McGowan had tweeted implicitly about abuse by Hollywood producer Harvey Weinstein, without naming him, prior to the publication of an investigation by the New York Times that exposed his pattern of sexual harassment and assault of dozens of women.
“I put that out there as a clarion call,” she said. “'Come on, journalists, let's go.' I said everything but the name, so draw your conclusions.”
McGowan emphasized in the interview that sexual harassment and abuse was systemic in Hollywood, and extended to “the machinery set up in every country [Weinstein] would go to for the handlers to hand him the victims,” including agents and managers.
“What about all the others?” she asked. (The Weinstein Company's board fired Weinstein following the investigation.)
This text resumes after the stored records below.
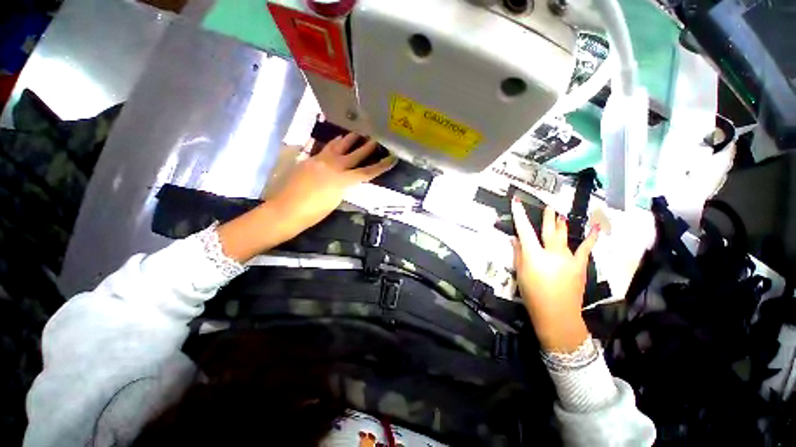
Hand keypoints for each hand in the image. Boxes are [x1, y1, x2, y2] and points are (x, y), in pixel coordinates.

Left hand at [218, 134, 394, 261]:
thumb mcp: (335, 201)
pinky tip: (335, 141)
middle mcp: (333, 166)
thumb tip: (346, 179)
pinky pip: (325, 149)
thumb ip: (343, 187)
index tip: (392, 159)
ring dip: (348, 140)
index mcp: (342, 180)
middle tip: (375, 138)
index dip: (380, 166)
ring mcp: (319, 161)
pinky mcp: (309, 160)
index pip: (366, 172)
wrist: (286, 209)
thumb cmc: (313, 212)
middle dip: (366, 147)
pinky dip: (333, 144)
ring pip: (337, 147)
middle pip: (354, 155)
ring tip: (355, 133)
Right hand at [511, 198, 598, 352]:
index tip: (516, 201)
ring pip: (564, 236)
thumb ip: (518, 254)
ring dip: (561, 224)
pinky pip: (586, 248)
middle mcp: (552, 252)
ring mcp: (568, 257)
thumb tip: (514, 239)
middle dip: (547, 217)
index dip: (519, 215)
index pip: (524, 230)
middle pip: (548, 230)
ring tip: (560, 215)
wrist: (557, 314)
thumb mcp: (520, 274)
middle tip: (548, 206)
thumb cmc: (533, 294)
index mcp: (534, 255)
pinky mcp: (580, 264)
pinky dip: (591, 237)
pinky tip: (595, 227)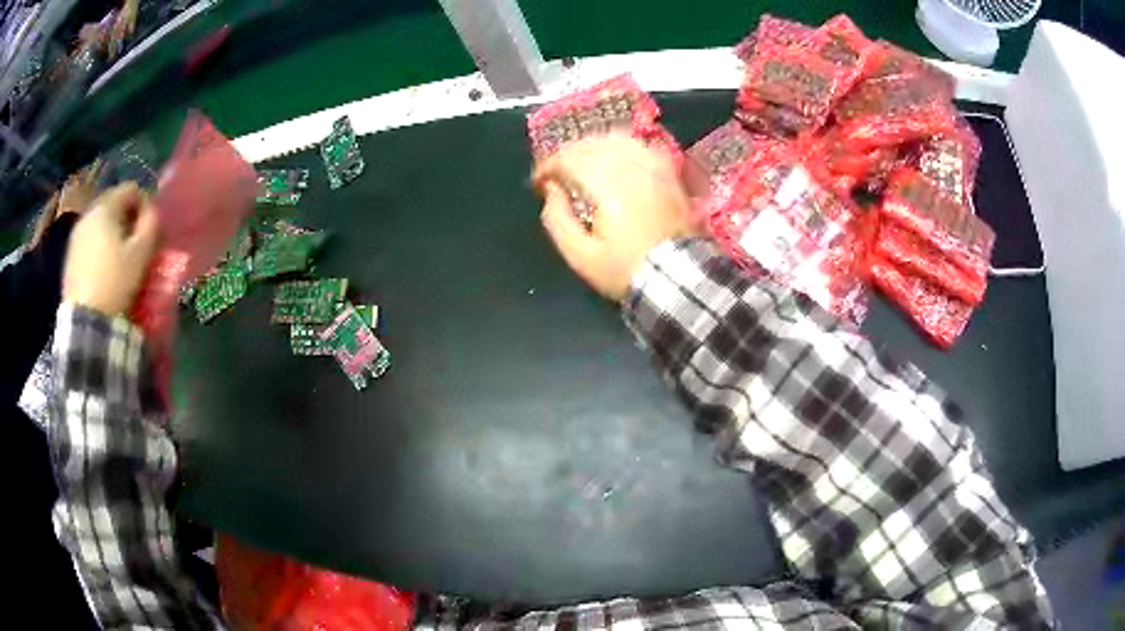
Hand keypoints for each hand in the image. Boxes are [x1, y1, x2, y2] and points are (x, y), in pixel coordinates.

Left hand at [63, 183, 158, 315]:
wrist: (85, 322)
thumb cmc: (115, 282)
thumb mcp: (141, 253)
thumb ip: (150, 223)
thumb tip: (151, 210)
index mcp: (106, 206)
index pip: (131, 189)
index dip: (144, 203)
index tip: (149, 226)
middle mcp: (88, 212)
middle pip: (113, 203)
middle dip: (126, 218)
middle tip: (135, 240)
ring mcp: (76, 234)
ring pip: (99, 222)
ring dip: (111, 232)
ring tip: (119, 255)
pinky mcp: (69, 256)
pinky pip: (89, 240)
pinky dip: (98, 246)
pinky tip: (103, 267)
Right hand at [534, 135, 695, 300]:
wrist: (678, 276)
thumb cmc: (625, 269)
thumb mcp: (580, 256)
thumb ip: (557, 220)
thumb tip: (552, 190)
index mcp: (606, 185)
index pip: (569, 159)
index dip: (547, 167)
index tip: (538, 183)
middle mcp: (630, 167)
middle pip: (590, 145)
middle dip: (567, 155)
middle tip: (555, 175)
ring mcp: (653, 166)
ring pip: (615, 139)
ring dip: (592, 147)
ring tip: (580, 164)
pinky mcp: (668, 172)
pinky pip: (640, 146)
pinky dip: (620, 146)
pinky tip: (613, 157)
McGowan also said that “everybody knew” about Weinstein's behavior.
“There's such gas-lighting in this culture,” she said, of Hollywood writ large.
McGowan also said that she had considered buying a billboard with the $100,000 settlement money she'd received in exchange for not speaking about her experience with Weinstein.
Asked whether she has any peace of mind, McGowan said it was nice to be able to speak for herself.
“Every interview I did for so many years, every time I was in front of the camera, pre-Twitter, there [was] no way to speak for myself,” she said. “Every interview started with, 'What was it like to work with this man?'”
“I was like, 'Well, it's exactly what you think,'” she said.